En medio de la llegada de las bajas temperaturas y de las primeras restricciones al abastecimiento, el Sindicato de Trabajadores de la Industria del Gas (STIGAS) lanzó un duro pronunciamiento contra la política energética nacional y responsabilizó tanto al Gobierno como a decisiones empresariales por la falta de infraestructura que, según denunciaron, deriva en problemas de suministro y un creciente costo económico para el país.
El secretario general del sindicato, Pablo Blanco, sostuvo que el escenario actual confirma advertencias que el gremio venía realizando desde hace meses y cuestionó que el fuerte incremento tarifario no haya sido acompañado por inversiones suficientes para ampliar la capacidad del sistema.
Desde STIGAS señalaron que durante los 30 meses de la actual gestión las tarifas de gas acumularon aumentos superiores al 2000 por ciento y remarcaron que, al mismo tiempo, continúan demoradas obras consideradas estratégicas para garantizar el abastecimiento.
Entre ellas mencionaron la reversión plena del Gasoducto Norte, cuya ejecución —según expresaron— continúa incompleta por la falta de las plantas compresoras y diferencias entre ENARSA y la contratista ESUCO. También apuntaron a las demoras en la ampliación del Gasoducto Perito Moreno, que atribuyeron a definiciones vinculadas al régimen de inversiones y desacuerdos entre operadores privados.
El comunicado sindical agregó además que permanece paralizada la puesta en funcionamiento de la planta compresora de Las Armas, situación que adjudicaron a la falta de desembolso de fondos nacionales.
Para el gremio, la consecuencia directa de ese cuadro es doble: por un lado restricciones y cortes de suministro en momentos de mayor demanda y, por otro, una mayor dependencia de importaciones energéticas que obliga al país a destinar divisas para cubrir necesidades internas.

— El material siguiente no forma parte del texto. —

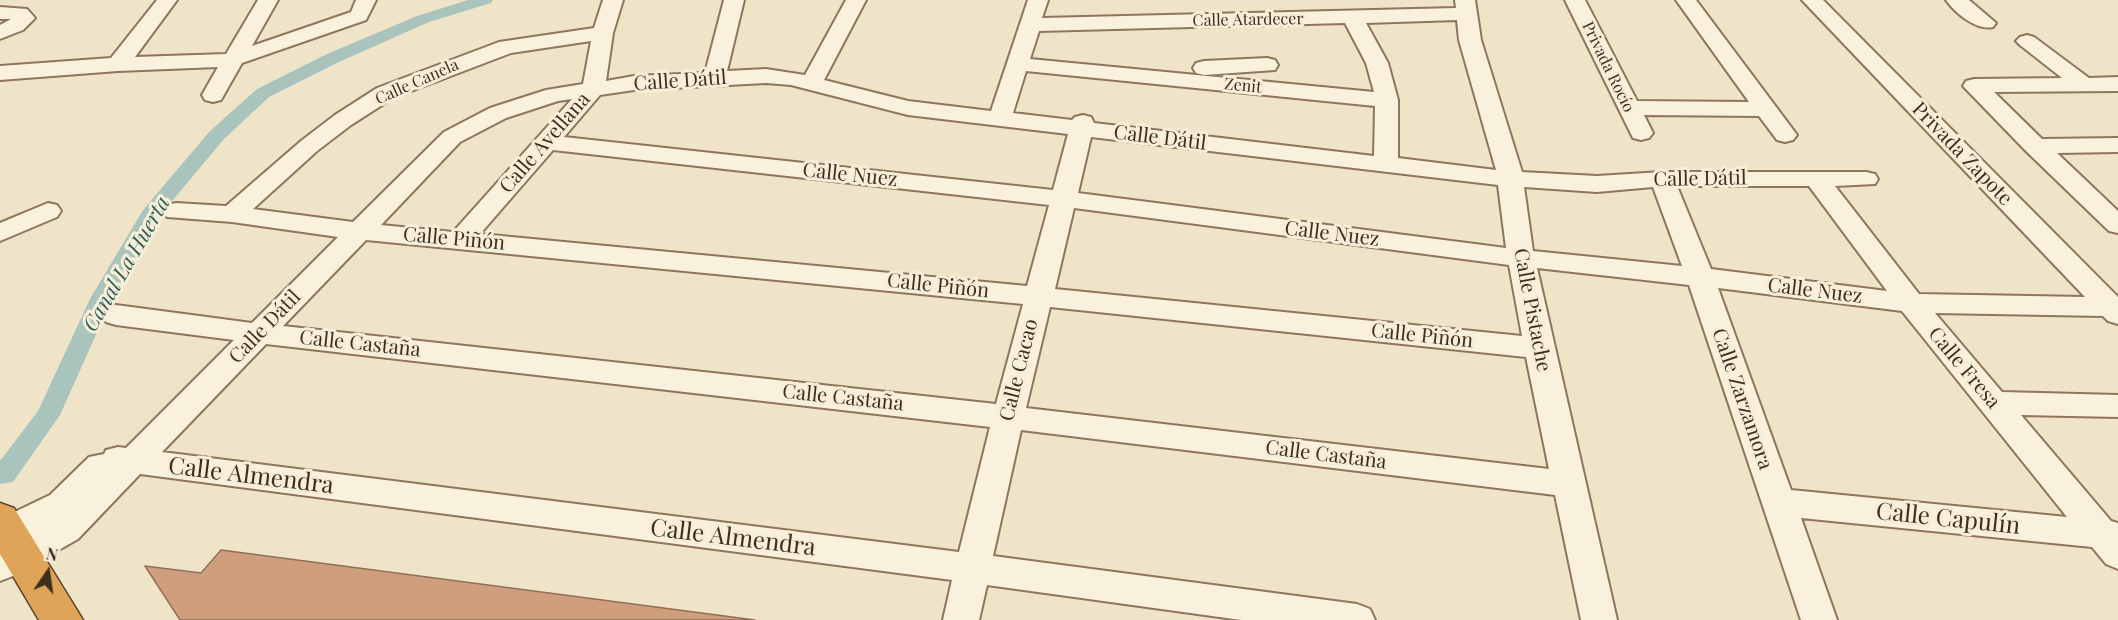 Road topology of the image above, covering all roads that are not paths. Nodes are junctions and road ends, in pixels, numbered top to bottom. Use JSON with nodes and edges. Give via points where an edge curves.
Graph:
{"nodes":[{"id":1,"x":26,"y":0,"type":"edge"},
{"id":2,"x":167,"y":0,"type":"edge"},
{"id":3,"x":268,"y":0,"type":"edge"},
{"id":4,"x":366,"y":0,"type":"edge"},
{"id":5,"x":613,"y":0,"type":"edge"},
{"id":6,"x":734,"y":0,"type":"edge"},
{"id":7,"x":856,"y":0,"type":"edge"},
{"id":8,"x":1038,"y":0,"type":"edge"},
{"id":9,"x":1575,"y":0,"type":"edge"},
{"id":10,"x":1686,"y":0,"type":"edge"},
{"id":11,"x":1812,"y":0,"type":"edge"},
{"id":12,"x":1956,"y":0,"type":"edge"},
{"id":13,"x":1466,"y":7,"type":"edge"},
{"id":14,"x":1258,"y":10,"type":"edge"},
{"id":15,"x":0,"y":12,"type":"edge"},
{"id":16,"x":1353,"y":18,"type":"junction"},
{"id":17,"x":1986,"y":24,"type":"dead end"},
{"id":18,"x":1030,"y":25,"type":"junction"},
{"id":19,"x":603,"y":33,"type":"junction"},
{"id":20,"x":0,"y":34,"type":"edge"},
{"id":21,"x":2028,"y":40,"type":"dead end"},
{"id":22,"x":0,"y":41,"type":"edge"},
{"id":23,"x":231,"y":60,"type":"junction"},
{"id":24,"x":118,"y":64,"type":"junction"},
{"id":25,"x":1018,"y":64,"type":"junction"},
{"id":26,"x":1267,"y":65,"type":"junction"},
{"id":27,"x":0,"y":73,"type":"edge"},
{"id":28,"x":1100,"y":73,"type":"junction"},
{"id":29,"x":715,"y":74,"type":"junction"},
{"id":30,"x":816,"y":75,"type":"junction"},
{"id":31,"x":2082,"y":83,"type":"junction"},
{"id":32,"x":594,"y":84,"type":"junction"},
{"id":33,"x":2118,"y":84,"type":"edge"},
{"id":34,"x":1257,"y":88,"type":"junction"},
{"id":35,"x":213,"y":95,"type":"dead end"},
{"id":36,"x":1387,"y":100,"type":"junction"},
{"id":37,"x":1628,"y":108,"type":"junction"},
{"id":38,"x":1765,"y":108,"type":"junction"},
{"id":39,"x":1001,"y":116,"type":"junction"},
{"id":40,"x":1082,"y":126,"type":"junction"},
{"id":41,"x":1641,"y":133,"type":"dead end"},
{"id":42,"x":1785,"y":135,"type":"dead end"},
{"id":43,"x":547,"y":142,"type":"junction"},
{"id":44,"x":2118,"y":145,"type":"edge"},
{"id":45,"x":2034,"y":146,"type":"junction"},
{"id":46,"x":1386,"y":161,"type":"junction"},
{"id":47,"x":1518,"y":177,"type":"junction"},
{"id":48,"x":1815,"y":178,"type":"junction"},
{"id":49,"x":1662,"y":179,"type":"junction"},
{"id":50,"x":1866,"y":179,"type":"dead end"},
{"id":51,"x":1063,"y":199,"type":"junction"},
{"id":52,"x":48,"y":211,"type":"dead end"},
{"id":53,"x":176,"y":211,"type":"dead end"},
{"id":54,"x":232,"y":214,"type":"junction"},
{"id":55,"x":2116,"y":220,"type":"edge"},
{"id":56,"x":348,"y":230,"type":"junction"},
{"id":57,"x":0,"y":233,"type":"edge"},
{"id":58,"x":461,"y":239,"type":"junction"},
{"id":59,"x":1521,"y":258,"type":"junction"},
{"id":60,"x":1700,"y":277,"type":"junction"},
{"id":61,"x":1037,"y":296,"type":"junction"},
{"id":62,"x":1911,"y":303,"type":"junction"},
{"id":63,"x":2116,"y":309,"type":"edge"},
{"id":64,"x":116,"y":315,"type":"dead end"},
{"id":65,"x":248,"y":332,"type":"junction"},
{"id":66,"x":1539,"y":348,"type":"junction"},
{"id":67,"x":1994,"y":403,"type":"junction"},
{"id":68,"x":2118,"y":406,"type":"edge"},
{"id":69,"x":1008,"y":417,"type":"junction"},
{"id":70,"x":121,"y":460,"type":"junction"},
{"id":71,"x":1570,"y":484,"type":"junction"},
{"id":72,"x":1778,"y":502,"type":"junction"},
{"id":73,"x":6,"y":541,"type":"edge"},
{"id":74,"x":2113,"y":542,"type":"edge"},
{"id":75,"x":972,"y":568,"type":"junction"},
{"id":76,"x":62,"y":620,"type":"edge"},
{"id":77,"x":961,"y":620,"type":"edge"},
{"id":78,"x":1357,"y":620,"type":"edge"},
{"id":79,"x":1599,"y":620,"type":"edge"},
{"id":80,"x":1819,"y":620,"type":"edge"}],
"edges":[{"from":1,"to":15,"type":"street"},
{"from":2,"to":24,"type":"street"},
{"from":3,"to":23,"type":"street"},
{"from":4,"to":23,"type":"street","via":[[358,16]]},
{"from":5,"to":19,"type":"street","name":"Calle Avellana"},
{"from":6,"to":29,"type":"street"},
{"from":7,"to":30,"type":"street"},
{"from":8,"to":18,"type":"street"},
{"from":9,"to":37,"type":"street","name":"Privada Rocío"},
{"from":10,"to":38,"type":"street"},
{"from":11,"to":63,"type":"street","name":"Privada Zapote"},
{"from":12,"to":17,"type":"street"},
{"from":13,"to":16,"type":"street","name":"Calle Atardecer"},
{"from":13,"to":47,"type":"street","name":"Calle Pistache","via":[[1470,40]]},
{"from":14,"to":16,"type":"street","name":"Calle Atardecer"},
{"from":14,"to":18,"type":"street","name":"Calle Atardecer"},
{"from":14,"to":26,"type":"street"},
{"from":15,"to":20,"type":"street","via":[[20,13],[25,18]]},
{"from":16,"to":36,"type":"street","via":[[1377,63]]},
{"from":18,"to":25,"type":"street"},
{"from":19,"to":32,"type":"street","name":"Calle Avellana"},
{"from":19,"to":54,"type":"street","name":"Calle Canela","via":[[507,47],[385,93],[309,146]]},
{"from":20,"to":22,"type":"street"},
{"from":21,"to":31,"type":"street"},
{"from":23,"to":24,"type":"street"},
{"from":23,"to":35,"type":"street"},
{"from":24,"to":27,"type":"street"},
{"from":25,"to":28,"type":"street","name":"Zenit"},
{"from":25,"to":39,"type":"street"},
{"from":26,"to":28,"type":"street","name":"Zenit"},
{"from":26,"to":34,"type":"street"},
{"from":28,"to":34,"type":"street","name":"Zenit"},
{"from":29,"to":30,"type":"street","name":"Calle Dátil","via":[[779,68]]},
{"from":29,"to":32,"type":"street","name":"Calle Dátil"},
{"from":29,"to":39,"type":"street","name":"Calle Dátil","via":[[791,78],[908,108]]},
{"from":30,"to":39,"type":"street","name":"Calle Dátil","via":[[924,104]]},
{"from":31,"to":33,"type":"street"},
{"from":31,"to":45,"type":"street","via":[[1974,86]]},
{"from":32,"to":43,"type":"street","name":"Calle Avellana"},
{"from":32,"to":56,"type":"street","name":"Calle Dátil","via":[[498,113],[452,137]]},
{"from":34,"to":36,"type":"street","name":"Zenit"},
{"from":36,"to":46,"type":"street"},
{"from":37,"to":38,"type":"street"},
{"from":37,"to":41,"type":"street","name":"Privada Rocío"},
{"from":38,"to":42,"type":"street"},
{"from":39,"to":40,"type":"street","name":"Calle Dátil"},
{"from":40,"to":46,"type":"street","name":"Calle Dátil"},
{"from":40,"to":51,"type":"street","name":"Calle Cacao"},
{"from":43,"to":51,"type":"street","name":"Calle Nuez"},
{"from":43,"to":58,"type":"street","name":"Calle Avellana"},
{"from":44,"to":45,"type":"street"},
{"from":45,"to":55,"type":"street"},
{"from":46,"to":47,"type":"street","name":"Calle Dátil"},
{"from":47,"to":49,"type":"street","name":"Calle Dátil","via":[[1597,184]]},
{"from":47,"to":59,"type":"street","name":"Calle Pistache"},
{"from":48,"to":49,"type":"street","name":"Calle Dátil"},
{"from":48,"to":50,"type":"street","name":"Calle Dátil"},
{"from":48,"to":62,"type":"street","name":"Calle Fresa"},
{"from":49,"to":60,"type":"street","name":"Calle Zarzamora"},
{"from":51,"to":59,"type":"street","name":"Calle Nuez"},
{"from":51,"to":61,"type":"street","name":"Calle Cacao"},
{"from":52,"to":57,"type":"street"},
{"from":53,"to":54,"type":"street"},
{"from":54,"to":56,"type":"street"},
{"from":56,"to":58,"type":"street","name":"Calle Piñón"},
{"from":56,"to":65,"type":"street","name":"Calle Dátil"},
{"from":58,"to":61,"type":"street","name":"Calle Piñón"},
{"from":59,"to":60,"type":"street","name":"Calle Nuez"},
{"from":59,"to":66,"type":"street","name":"Calle Pistache"},
{"from":60,"to":62,"type":"street","name":"Calle Nuez"},
{"from":60,"to":72,"type":"street","name":"Calle Zarzamora"},
{"from":61,"to":66,"type":"street","name":"Calle Piñón"},
{"from":61,"to":69,"type":"street","name":"Calle Cacao"},
{"from":62,"to":63,"type":"street","name":"Calle Nuez"},
{"from":62,"to":67,"type":"street","name":"Calle Fresa"},
{"from":64,"to":65,"type":"street","name":"Calle Castaña"},
{"from":65,"to":69,"type":"street","name":"Calle Castaña"},
{"from":65,"to":70,"type":"street","name":"Calle Dátil"},
{"from":66,"to":71,"type":"street","name":"Calle Pistache"},
{"from":67,"to":68,"type":"street"},
{"from":67,"to":74,"type":"street","name":"Calle Fresa"},
{"from":69,"to":71,"type":"street","name":"Calle Castaña"},
{"from":69,"to":75,"type":"street","name":"Calle Cacao"},
{"from":70,"to":73,"type":"street","name":"Calle Dátil","via":[[66,529]]},
{"from":70,"to":75,"type":"street","name":"Calle Almendra"},
{"from":71,"to":79,"type":"street","name":"Calle Pistache"},
{"from":72,"to":74,"type":"street","name":"Calle Capulín"},
{"from":72,"to":80,"type":"street","name":"Calle Zarzamora"},
{"from":73,"to":76,"type":"highway"},
{"from":75,"to":77,"type":"street","name":"Calle Cacao"},
{"from":75,"to":78,"type":"street","name":"Calle Almendra"}]}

“Mientras aumenta la tarifa, nos quedamos sin gas y también sin dólares”, resumieron desde la organización sindical al cuestionar la estrategia oficial respecto de la compra de Gas Natural Licuado (GNL).
Pablo Blanco afirmó que los trabajadores del sector conocen en profundidad el funcionamiento de la actividad y reclamó que se escuche a quienes operan diariamente el sistema energético. En esa línea, sostuvo que todavía existe margen para corregir decisiones y priorizar una planificación que garantice abastecimiento para hogares e industrias.
Desde STIGAS concluyeron que el debate energético no puede reducirse exclusivamente a precios y tarifas, sino que debe incorporar una discusión sobre infraestructura, previsibilidad y seguridad de suministro para evitar que los períodos de mayor consumo vuelvan a exponer limitaciones estructurales del sistema.